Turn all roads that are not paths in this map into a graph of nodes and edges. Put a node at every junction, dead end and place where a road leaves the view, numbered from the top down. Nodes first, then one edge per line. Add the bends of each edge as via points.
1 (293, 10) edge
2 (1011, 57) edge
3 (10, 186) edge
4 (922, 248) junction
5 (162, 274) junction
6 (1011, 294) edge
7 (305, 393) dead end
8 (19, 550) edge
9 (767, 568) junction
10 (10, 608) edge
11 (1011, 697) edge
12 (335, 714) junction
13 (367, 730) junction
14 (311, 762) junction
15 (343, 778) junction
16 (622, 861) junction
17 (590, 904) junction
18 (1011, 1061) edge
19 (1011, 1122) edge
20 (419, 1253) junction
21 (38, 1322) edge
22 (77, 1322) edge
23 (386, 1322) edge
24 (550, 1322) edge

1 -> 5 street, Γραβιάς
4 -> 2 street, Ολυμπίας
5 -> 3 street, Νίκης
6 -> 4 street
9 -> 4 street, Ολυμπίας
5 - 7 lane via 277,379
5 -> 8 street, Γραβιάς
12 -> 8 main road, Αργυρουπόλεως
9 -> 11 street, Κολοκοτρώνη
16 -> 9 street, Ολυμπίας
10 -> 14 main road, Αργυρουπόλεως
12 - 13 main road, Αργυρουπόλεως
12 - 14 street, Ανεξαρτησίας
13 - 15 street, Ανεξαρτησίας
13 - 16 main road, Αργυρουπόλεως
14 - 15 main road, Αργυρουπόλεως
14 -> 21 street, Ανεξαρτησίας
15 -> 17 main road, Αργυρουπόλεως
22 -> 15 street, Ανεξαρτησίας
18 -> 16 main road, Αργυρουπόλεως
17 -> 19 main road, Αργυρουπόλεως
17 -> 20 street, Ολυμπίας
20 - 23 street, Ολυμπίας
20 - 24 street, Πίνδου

___

# EXERCISE REQUIREMENTS:
Copy the material above so that it matches line for line.

# WRITTEN SOLUTION:
Turn all roads that are not paths in this map into a graph of nodes and edges. Put a node at every junction, dead end and place where a road leaves the view, numbered from the top down. Nodes first, then one edge per line. Add the bends of each edge as via points.
1 (293, 10) edge
2 (1011, 57) edge
3 (10, 186) edge
4 (922, 248) junction
5 (162, 274) junction
6 (1011, 294) edge
7 (305, 393) dead end
8 (19, 550) edge
9 (767, 568) junction
10 (10, 608) edge
11 (1011, 697) edge
12 (335, 714) junction
13 (367, 730) junction
14 (311, 762) junction
15 (343, 778) junction
16 (622, 861) junction
17 (590, 904) junction
18 (1011, 1061) edge
19 (1011, 1122) edge
20 (419, 1253) junction
21 (38, 1322) edge
22 (77, 1322) edge
23 (386, 1322) edge
24 (550, 1322) edge

1 -> 5 street, Γραβιάς
4 -> 2 street, Ολυμπίας
5 -> 3 street, Νίκης
6 -> 4 street
9 -> 4 street, Ολυμπίας
5 - 7 lane via 277,379
5 -> 8 street, Γραβιάς
12 -> 8 main road, Αργυρουπόλεως
9 -> 11 street, Κολοκοτρώνη
16 -> 9 street, Ολυμπίας
10 -> 14 main road, Αργυρουπόλεως
12 - 13 main road, Αργυρουπόλεως
12 - 14 street, Ανεξαρτησίας
13 - 15 street, Ανεξαρτησίας
13 - 16 main road, Αργυρουπόλεως
14 - 15 main road, Αργυρουπόλεως
14 -> 21 street, Ανεξαρτησίας
15 -> 17 main road, Αργυρουπόλεως
22 -> 15 street, Ανεξαρτησίας
18 -> 16 main road, Αργυρουπόλεως
17 -> 19 main road, Αργυρουπόλεως
17 -> 20 street, Ολυμπίας
20 - 23 street, Ολυμπίας
20 - 24 street, Πίνδου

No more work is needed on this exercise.